Extrait du livre Les ailes du vent
Les Ailes du Vent De Julia Billet et Pauline Blanchard Editions du Pourquoi pas
Les Ailes du Vent
C’est la saison des cerfs-volants. Le ciel est pour quelques jours un géantissime terrain de jeu où de drôles d’animaux jouent à cache-cache avec le vent et les nuages.
Merlot lève les yeux au ciel : il rêve de faire la course avec ces étranges objets de toutes les couleurs.
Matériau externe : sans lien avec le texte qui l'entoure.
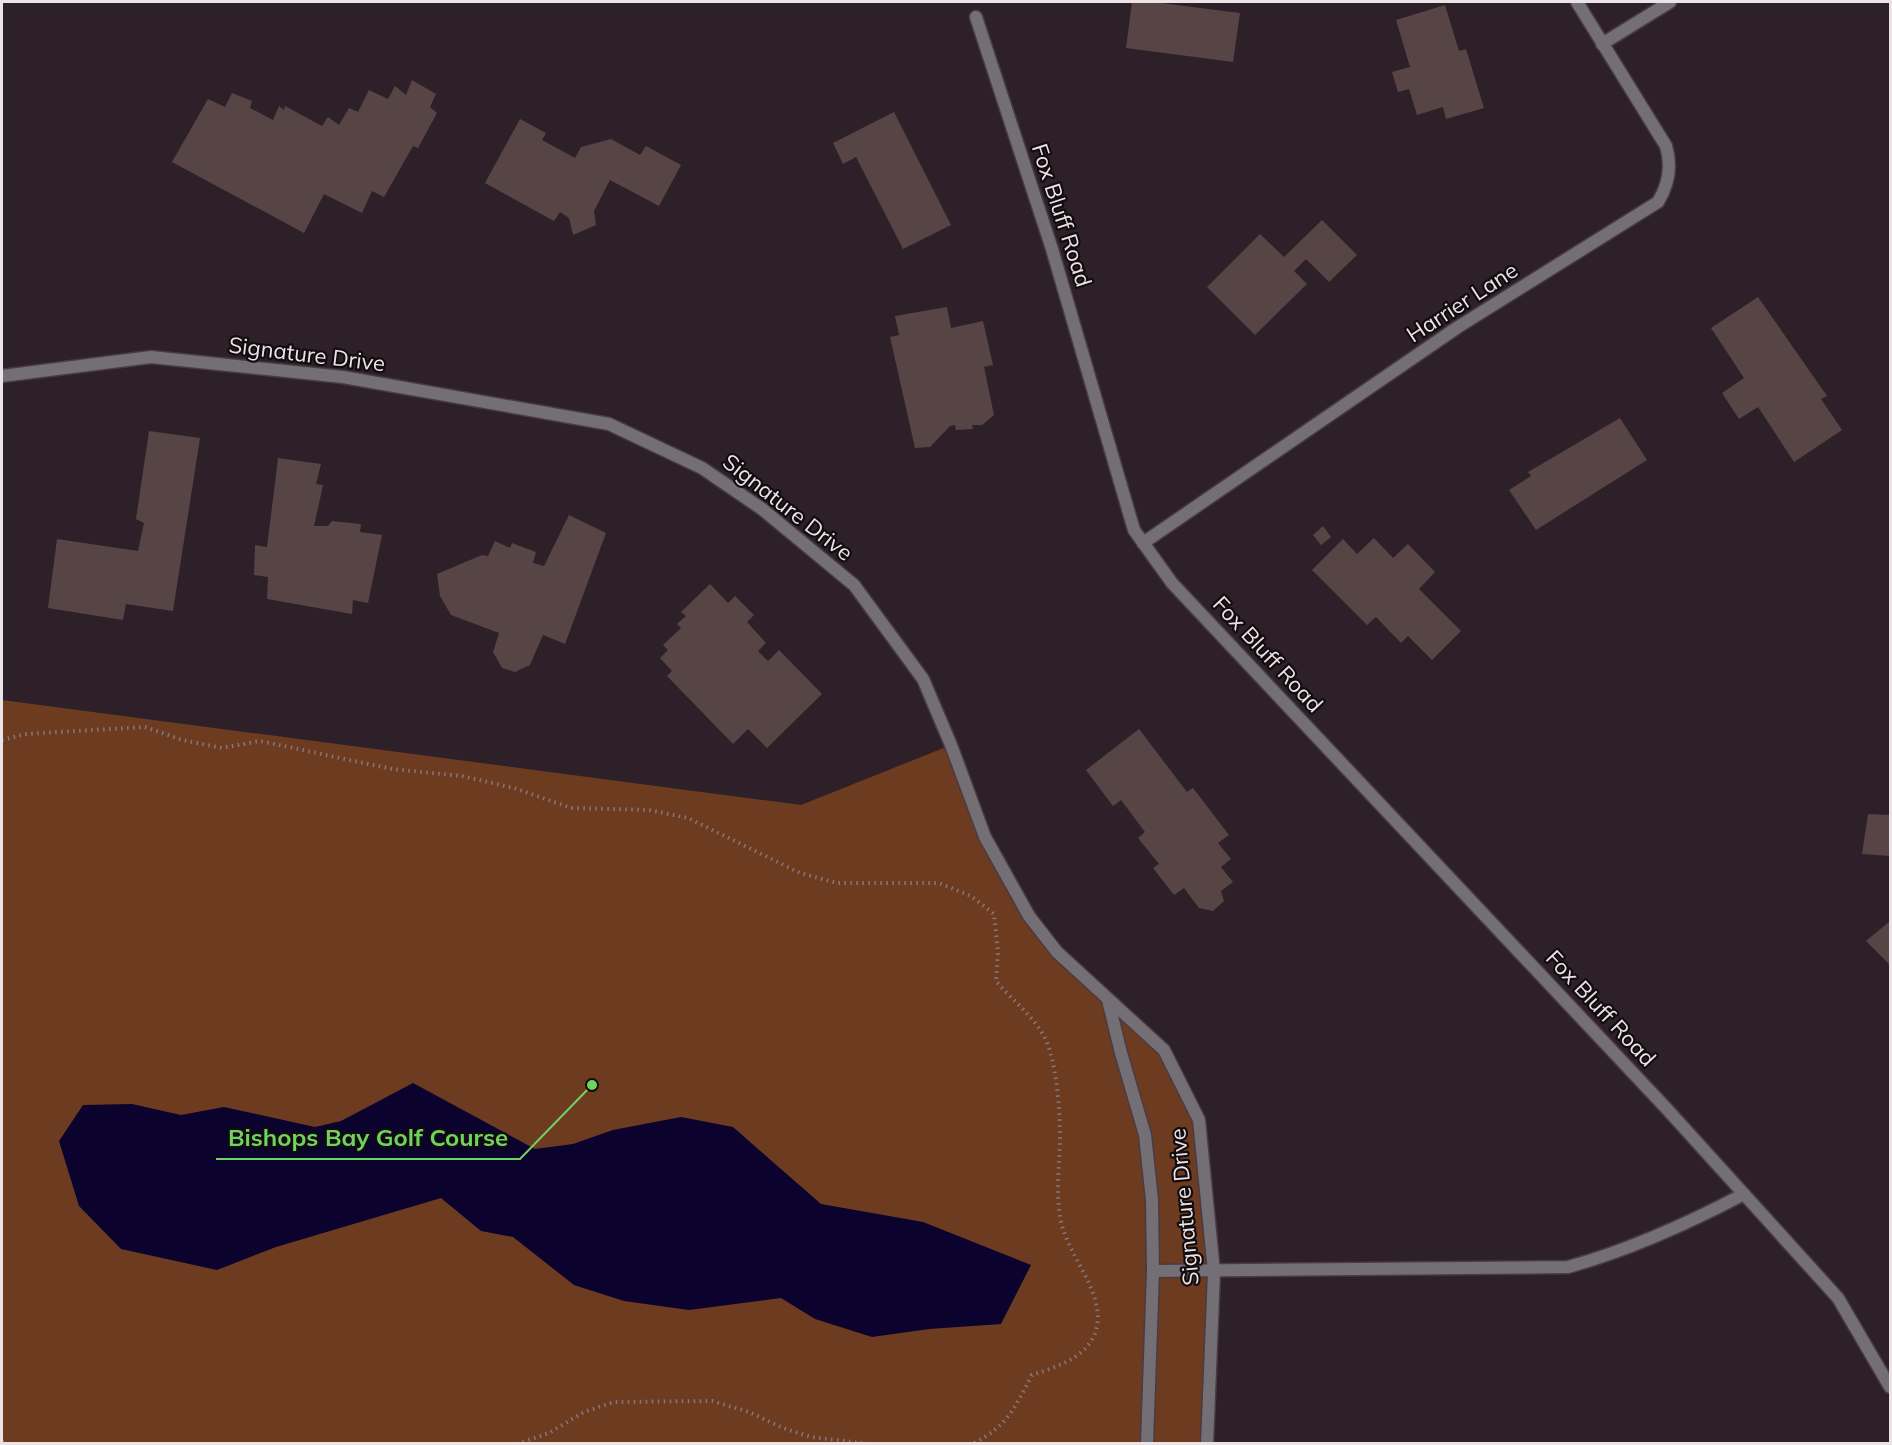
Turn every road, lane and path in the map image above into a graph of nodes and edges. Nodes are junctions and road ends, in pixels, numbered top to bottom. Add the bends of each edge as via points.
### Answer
1 (1576, 2) edge
2 (1670, 2) edge
3 (976, 17) dead end
4 (1602, 44) junction
5 (2, 376) edge
6 (1143, 543) junction
7 (2, 740) edge
8 (1108, 1000) junction
9 (1744, 1194) junction
10 (1154, 1271) junction
11 (1214, 1272) junction
12 (1890, 1387) edge
13 (2, 1441) edge
14 (6, 1443) edge
15 (517, 1443) edge
16 (870, 1443) edge
17 (972, 1443) edge
18 (1147, 1443) edge
19 (1207, 1443) edge

1 - 4 street, Harrier Lane
2 - 4 street
3 - 6 street, Fox Bluff Road via 1052,249 1134,530
4 - 6 street, Harrier Lane via 1666,146 1670,161 1665,189 1658,202 1458,327
5 - 8 street, Signature Drive via 150,357 343,377 609,424 702,468 762,509 854,585 897,640 923,679 985,837 1029,916 1057,952
6 - 9 street, Fox Bluff Road via 1172,583
7 - 17 path via 145,727 222,748 260,741 392,769 514,788 571,808 649,810 688,818 800,873 837,883 939,883 971,896 994,914 996,981 1039,1025 1049,1048 1058,1096 1060,1217 1072,1253 1098,1305 1097,1328 1088,1349 1032,1375 1011,1416 993,1433
8 - 10 street, Signature Drive via 1145,1135
8 - 11 street, Signature Drive via 1164,1050 1199,1120
9 - 11 street via 1622,1251 1568,1267
9 - 12 street, Fox Bluff Road via 1838,1298
10 - 11 street
10 - 18 street, Signature Drive
11 - 19 street, Signature Drive
13 - 14 path
15 - 16 path via 549,1433 584,1412 614,1402 712,1401 811,1437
Mais voilà, Merlot a beau être un oiseau à plumes rouges et bleues, il n’est pas question pour lui de s’amuser tout là–haut. Merlot est coincé dans sa cage et il n’a pas le temps de jouer. Il doit siffler, se pavoiser et chanter, pour plaire à ceux qui l’ont acheté, un jour, dans une boutique sur les bords du fleuve. Les plumes de Merlot sont brillantes et soyeuses : il est si jeune encore, un oisillon attrapé au vol et enfermé dans une volière dorée. Ses amis d’infortune sont à ses côtés.
Pas question de bouder ou de se recroqueviller, ils sont obligés de se pavaner, de s’égosiller toute la journée, pour plaire à ceux qui leur donnent à manger. Les oiseaux qui n’amusent pas la galerie finissent mal : une main les attrape, les sort de leur prison en fer forgé et ils disparaissent. On raconte que Péruchot a fini à la casserole, parce qu’il ne chantait plus et que Peroquito a été zigouillé parce qu’il était trop déplumé. Alors dès le petit matin, Merlot et ses copains se pomponnent et commencent leur journée de boulot. Ceux qui sont de l’autre côté font même payer les visiteurs pour venir contempler les oiseaux chanteurs, danseurs et cascadeurs. Pas question de rêvasser, c’est spectacle toute la journée.